Trying to use dplyr in R to calculate values over time

问题

在R中，我想要按天计算 sum(car * car_speed_hist_0to70plus[1]) / sum(car)，我已经尝试了一些代码，但是感觉已经做错了。以下是您提供的代码的翻译：

library(dplyr)
library(timetk)
results %>%
  group_by(date_corr) %>%
  timetk::mutate_by_time(., .date_var = date_corr, .by = "day") %>%
  *** 一些用于按组求平均的函数 ***

请注意，您提到的列实际上不是 share，而是在 car_speed_hist_0to70plus 中使用的值。如果您需要更多的帮助，请提供更多具体的问题或要求。

英文:

I am using a data.frame in Rwhich has among column car, car_speed_hist_0to70plus (itself a vector), date_corr.
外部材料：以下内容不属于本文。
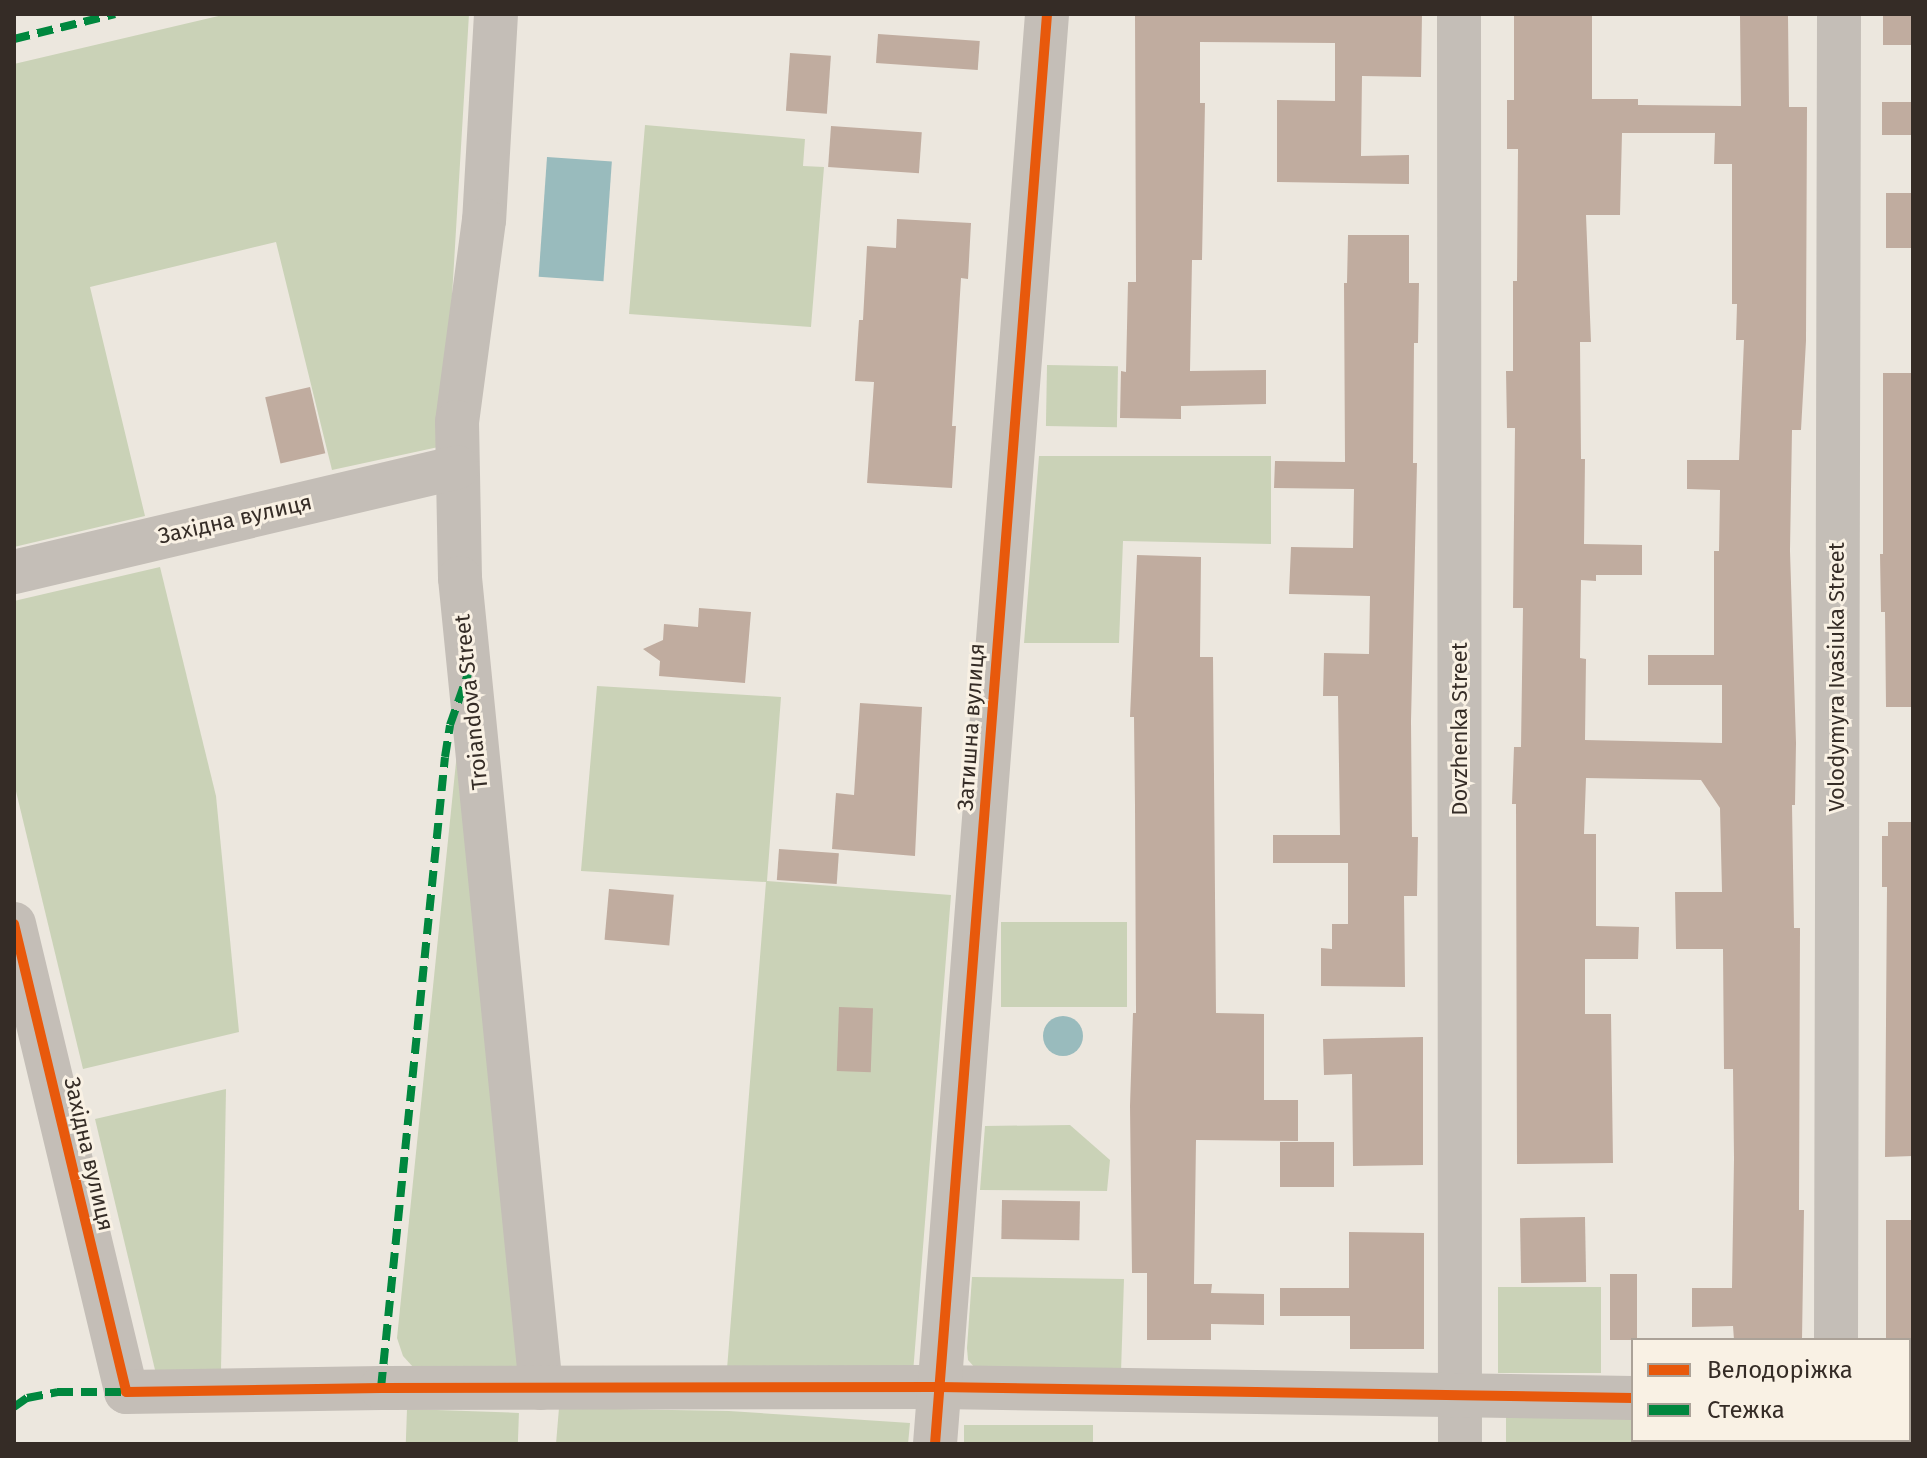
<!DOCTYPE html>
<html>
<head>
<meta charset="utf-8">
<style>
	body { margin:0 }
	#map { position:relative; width:1927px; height:1458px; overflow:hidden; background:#ece7de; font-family:"Fira Sans",sans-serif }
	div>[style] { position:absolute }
	.green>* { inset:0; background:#cad2b7; transform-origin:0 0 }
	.water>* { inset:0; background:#99bbbd; transform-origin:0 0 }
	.round { border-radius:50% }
	.building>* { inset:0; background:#c0ac9f; transform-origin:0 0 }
	.minor>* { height:44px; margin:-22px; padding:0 22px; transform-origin:22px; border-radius:22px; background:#c4beb7 }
	.quiet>* { height:8px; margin-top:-4px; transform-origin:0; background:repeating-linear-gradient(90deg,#00873e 0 16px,transparent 0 24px) }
	.cycleway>* { height:10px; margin:-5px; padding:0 5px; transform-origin:5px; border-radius:5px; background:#e8590c }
	span { translate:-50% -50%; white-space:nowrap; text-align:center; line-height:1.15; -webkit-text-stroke:6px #f9f1e4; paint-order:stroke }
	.street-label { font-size:22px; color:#352c26 }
	.frame { position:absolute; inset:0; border:16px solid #352c26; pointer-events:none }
	.legend { position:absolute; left:1631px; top:1338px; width:280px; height:104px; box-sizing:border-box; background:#f9f1e4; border:2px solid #aba298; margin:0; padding:10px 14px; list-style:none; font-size:24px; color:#352c26 }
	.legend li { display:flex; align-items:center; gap:16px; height:40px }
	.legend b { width:40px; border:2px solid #aba298 }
</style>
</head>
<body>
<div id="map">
	<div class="green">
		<i style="clip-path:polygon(227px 14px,469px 14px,443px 446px,332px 470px,276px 242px,90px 287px,145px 516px,14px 547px,14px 64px)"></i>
		<i style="clip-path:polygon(645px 125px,805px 139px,803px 166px,824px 167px,811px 327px,629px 314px)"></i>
		<i style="left:1047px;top:365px;width:71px;height:61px;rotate:1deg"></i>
		<i style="clip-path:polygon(1039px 456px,1271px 456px,1271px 544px,1123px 541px,1119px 643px,1024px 643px)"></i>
		<i style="clip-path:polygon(160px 567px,216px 796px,239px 1032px,83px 1069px,14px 783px,14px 601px)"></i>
		<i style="clip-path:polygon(597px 686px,781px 697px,767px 881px,951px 895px,913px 1373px,727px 1369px,766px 882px,581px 871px)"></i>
		<i style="clip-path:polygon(459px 733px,523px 1371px,413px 1367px,403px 1356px,397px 1338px)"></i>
		<i style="left:1001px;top:922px;width:126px;height:85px"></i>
		<i style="clip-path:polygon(226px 1089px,221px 1371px,156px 1374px,95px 1119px)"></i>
		<i style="clip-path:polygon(1070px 1125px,1110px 1160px,1107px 1191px,980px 1190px,985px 1126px)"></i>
		<i style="clip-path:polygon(972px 1277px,1124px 1279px,1121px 1372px,976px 1369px,968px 1360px,967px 1348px)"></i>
		<i style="left:1498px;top:1287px;width:103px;height:86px"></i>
		<i style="clip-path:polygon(559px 1408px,729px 1411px,910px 1423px,908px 1444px,556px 1444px)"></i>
		<i style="left:407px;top:1409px;width:112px;height:35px;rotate:2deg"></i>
		<i style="clip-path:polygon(1506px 1417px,1633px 1417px,1633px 1440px,1665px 1440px,1665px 1444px,1506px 1444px)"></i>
		<i style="left:964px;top:1425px;width:129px;height:19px"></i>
	</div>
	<div class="water">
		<i style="left:547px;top:157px;width:65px;height:120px;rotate:4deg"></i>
		<i class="round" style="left:1043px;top:1016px;width:40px;height:40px"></i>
	</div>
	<div class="building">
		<i style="clip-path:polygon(1135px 14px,1422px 14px,1421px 77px,1362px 76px,1361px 156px,1409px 155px,1409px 184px,1277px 182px,1277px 100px,1335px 101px,1335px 43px,1200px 42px,1200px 103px,1205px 103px,1202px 260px,1192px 260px,1190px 371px,1266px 370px,1266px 404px,1181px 406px,1181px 419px,1120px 418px,1121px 371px,1126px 372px,1128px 282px,1136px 282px)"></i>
		<i style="clip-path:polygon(evenodd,1514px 14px,1592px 14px,1592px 99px,1638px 99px,1638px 105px,1741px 106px,1740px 16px,1788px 16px,1789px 107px,1807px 107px,1806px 341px,1801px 430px,1792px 430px,1790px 551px,1796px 743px,1795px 805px,1792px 805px,1794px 928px,1800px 928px,1799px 1210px,1804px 1210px,1802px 1340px,1734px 1340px,1733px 1326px,1692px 1327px,1692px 1288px,1732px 1288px,1734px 1159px,1733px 1069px,1724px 1069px,1723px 949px,1676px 949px,1675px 892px,1722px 892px,1720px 808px,1701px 780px,1586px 778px,1584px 834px,1596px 834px,1596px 926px,1639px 927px,1638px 959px,1585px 959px,1585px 1014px,1611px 1014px,1613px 1163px,1517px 1164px,1516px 804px,1512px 804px,1514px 747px,1521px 747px,1523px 608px,1513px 608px,1515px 428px,1507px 428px,1506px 371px,1513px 371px,1513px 281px,1517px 281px,1518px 149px,1507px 149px,1507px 100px,1514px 100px,1514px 14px,1622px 133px,1715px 133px,1714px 164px,1732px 164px,1732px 304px,1737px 304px,1736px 340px,1744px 340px,1739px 460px,1687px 460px,1687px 489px,1720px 490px,1719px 551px,1714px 551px,1714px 655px,1648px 655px,1648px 685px,1722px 685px,1722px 743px,1585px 740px,1586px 659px,1580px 658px,1581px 580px,1596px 581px,1596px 575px,1642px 575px,1642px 545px,1584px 544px,1585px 459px,1581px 459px,1580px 342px,1591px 342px,1586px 215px,1620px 215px,1622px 133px)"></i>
		<i style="left:1883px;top:14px;width:30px;height:31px"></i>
		<i style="left:878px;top:34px;width:102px;height:29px;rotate:4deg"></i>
		<i style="left:790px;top:53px;width:41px;height:58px;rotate:4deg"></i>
		<i style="left:1882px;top:102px;width:31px;height:33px"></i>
		<i style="left:831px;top:126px;width:91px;height:41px;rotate:4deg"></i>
		<i style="left:1886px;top:193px;width:27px;height:55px"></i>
		<i style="clip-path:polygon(897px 219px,971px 223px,968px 279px,961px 278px,952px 426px,956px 426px,952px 488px,867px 483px,874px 382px,855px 381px,859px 320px,863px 320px,867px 246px,896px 248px)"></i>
		<i style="clip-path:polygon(1348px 235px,1409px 235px,1409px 283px,1419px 283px,1418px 343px,1414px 343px,1413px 463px,1417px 463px,1411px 721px,1412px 837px,1418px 837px,1417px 896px,1404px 896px,1405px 987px,1321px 986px,1321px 948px,1332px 949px,1332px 924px,1348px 924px,1348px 863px,1273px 863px,1273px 835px,1340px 835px,1338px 696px,1323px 696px,1324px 653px,1369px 654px,1370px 596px,1289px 594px,1291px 547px,1353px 548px,1354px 489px,1274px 488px,1275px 461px,1345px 462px,1344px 283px,1347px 283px)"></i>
		<i style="clip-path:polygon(1883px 373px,1913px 373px,1913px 707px,1886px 707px,1885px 612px,1881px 612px,1880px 554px,1883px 554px)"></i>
		<i style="left:310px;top:387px;width:68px;height:46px;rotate:77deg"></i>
		<i style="clip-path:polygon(1137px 555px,1201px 557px,1200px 657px,1213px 657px,1216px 1013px,1264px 1014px,1264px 1100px,1298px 1100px,1298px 1141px,1196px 1140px,1194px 1284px,1212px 1284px,1211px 1293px,1264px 1294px,1264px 1325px,1211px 1324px,1211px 1340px,1147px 1340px,1147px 1273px,1132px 1273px,1130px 1106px,1133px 1013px,1136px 1013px,1135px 807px,1134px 717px,1130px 717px)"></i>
		<i style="clip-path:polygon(699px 608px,751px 612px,745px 683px,659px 676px,660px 661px,643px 649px,663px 640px,664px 624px,698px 627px)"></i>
		<i style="clip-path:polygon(860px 703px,922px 707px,915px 856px,832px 849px,836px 793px,854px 795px)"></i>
		<i style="clip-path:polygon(1888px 822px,1913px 822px,1913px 1156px,1885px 1157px,1887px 887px,1882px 887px,1882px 836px,1888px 836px)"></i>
		<i style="left:779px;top:849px;width:60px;height:31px;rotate:4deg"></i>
		<i style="left:609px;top:889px;width:65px;height:51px;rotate:5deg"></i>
		<i style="left:839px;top:1007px;width:34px;height:64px;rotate:2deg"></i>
		<i style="clip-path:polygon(1423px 1037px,1423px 1165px,1353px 1166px,1352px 1074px,1324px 1075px,1323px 1039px)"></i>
		<i style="left:1334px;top:1142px;width:45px;height:54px;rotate:90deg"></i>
		<i style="left:1002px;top:1200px;width:78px;height:39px;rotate:1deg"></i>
		<i style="left:1585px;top:1217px;width:65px;height:65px;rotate:89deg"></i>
		<i style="left:1886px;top:1220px;width:27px;height:119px"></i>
		<i style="clip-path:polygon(1349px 1232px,1424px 1233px,1424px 1349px,1350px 1349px,1350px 1316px,1280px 1316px,1280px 1288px,1349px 1288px)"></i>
		<i style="left:1610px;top:1274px;width:27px;height:66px"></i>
	</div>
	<div class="minor">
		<i style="left:496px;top:14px;width:206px;rotate:93.3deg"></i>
		<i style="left:484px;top:220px;width:204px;rotate:97.6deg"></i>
		<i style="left:457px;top:422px;width:156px;rotate:88.9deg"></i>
		<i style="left:460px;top:578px;width:814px;rotate:84.29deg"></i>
		<i style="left:1459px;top:14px;width:1430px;rotate:89.96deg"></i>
		<i style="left:14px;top:572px;width:455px;rotate:-13.3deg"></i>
		<i style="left:14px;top:924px;width:481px;rotate:76.5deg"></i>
		<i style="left:126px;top:1392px;width:255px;rotate:-0.9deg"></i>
		<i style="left:381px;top:1388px;width:558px;rotate:-0.1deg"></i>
		<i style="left:939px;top:1387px;width:694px;rotate:0.91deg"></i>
		<i style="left:1836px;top:1340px;width:1326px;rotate:-89.87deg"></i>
		<i style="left:1836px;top:1440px;width:4px;rotate:90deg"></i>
		<i style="left:935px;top:1444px;width:1434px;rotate:-85.52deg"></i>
	</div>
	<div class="quiet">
		<i style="left:14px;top:39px;width:104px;rotate:-13.9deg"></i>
		<i style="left:381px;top:1388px;width:634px;rotate:-84.21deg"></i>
		<i style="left:445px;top:757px;width:32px;rotate:-81deg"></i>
		<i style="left:450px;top:725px;width:54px;rotate:-70.6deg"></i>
		<i style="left:14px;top:1407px;width:16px;rotate:-35deg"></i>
		<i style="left:27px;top:1398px;width:31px;rotate:-11deg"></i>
		<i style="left:57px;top:1392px;width:69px"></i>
	</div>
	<div class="cycleway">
		<i style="left:14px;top:924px;width:481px;rotate:76.5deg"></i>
		<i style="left:126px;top:1392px;width:255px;rotate:-0.9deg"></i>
		<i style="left:381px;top:1388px;width:558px;rotate:-0.1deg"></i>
		<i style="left:939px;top:1387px;width:694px;rotate:0.91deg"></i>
		<i style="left:935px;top:1444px;width:1434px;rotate:-85.52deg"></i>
	</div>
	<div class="street-label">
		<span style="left:235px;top:519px;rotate:-13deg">Західна вулиця</span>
		<span style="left:1837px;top:677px;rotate:-90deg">Volodymyra Ivasiuka Street</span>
		<span style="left:471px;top:702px;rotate:-96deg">Troiandova Street</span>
		<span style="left:971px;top:727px;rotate:-86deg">Затишна вулиця</span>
		<span style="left:1460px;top:729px;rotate:-90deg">Dovzhenka Street</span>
		<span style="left:89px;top:1154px;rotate:77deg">Західна вулиця</span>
	</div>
	<div class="frame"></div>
	<ul class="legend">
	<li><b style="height:10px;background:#e8590c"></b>Велодоріжка</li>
	<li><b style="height:10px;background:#00873e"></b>Стежка</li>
	</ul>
</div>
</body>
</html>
My time resolution is hour, on the time is POSIXct time.

I would like to calculate sum(car * car_speed_hist_0to70plus[1]) / sum(car) by day.

I have tried

library(dplyr)
library(timetk)
    
results %&gt;%
      group_by(date_corr) %&gt;%
      timetk::mutate_by_time(., .date_var = date_corr, .by = &quot;day&quot;) %&gt;%
      *** some function to average by group ***

but I think I am already doing everything wrong here.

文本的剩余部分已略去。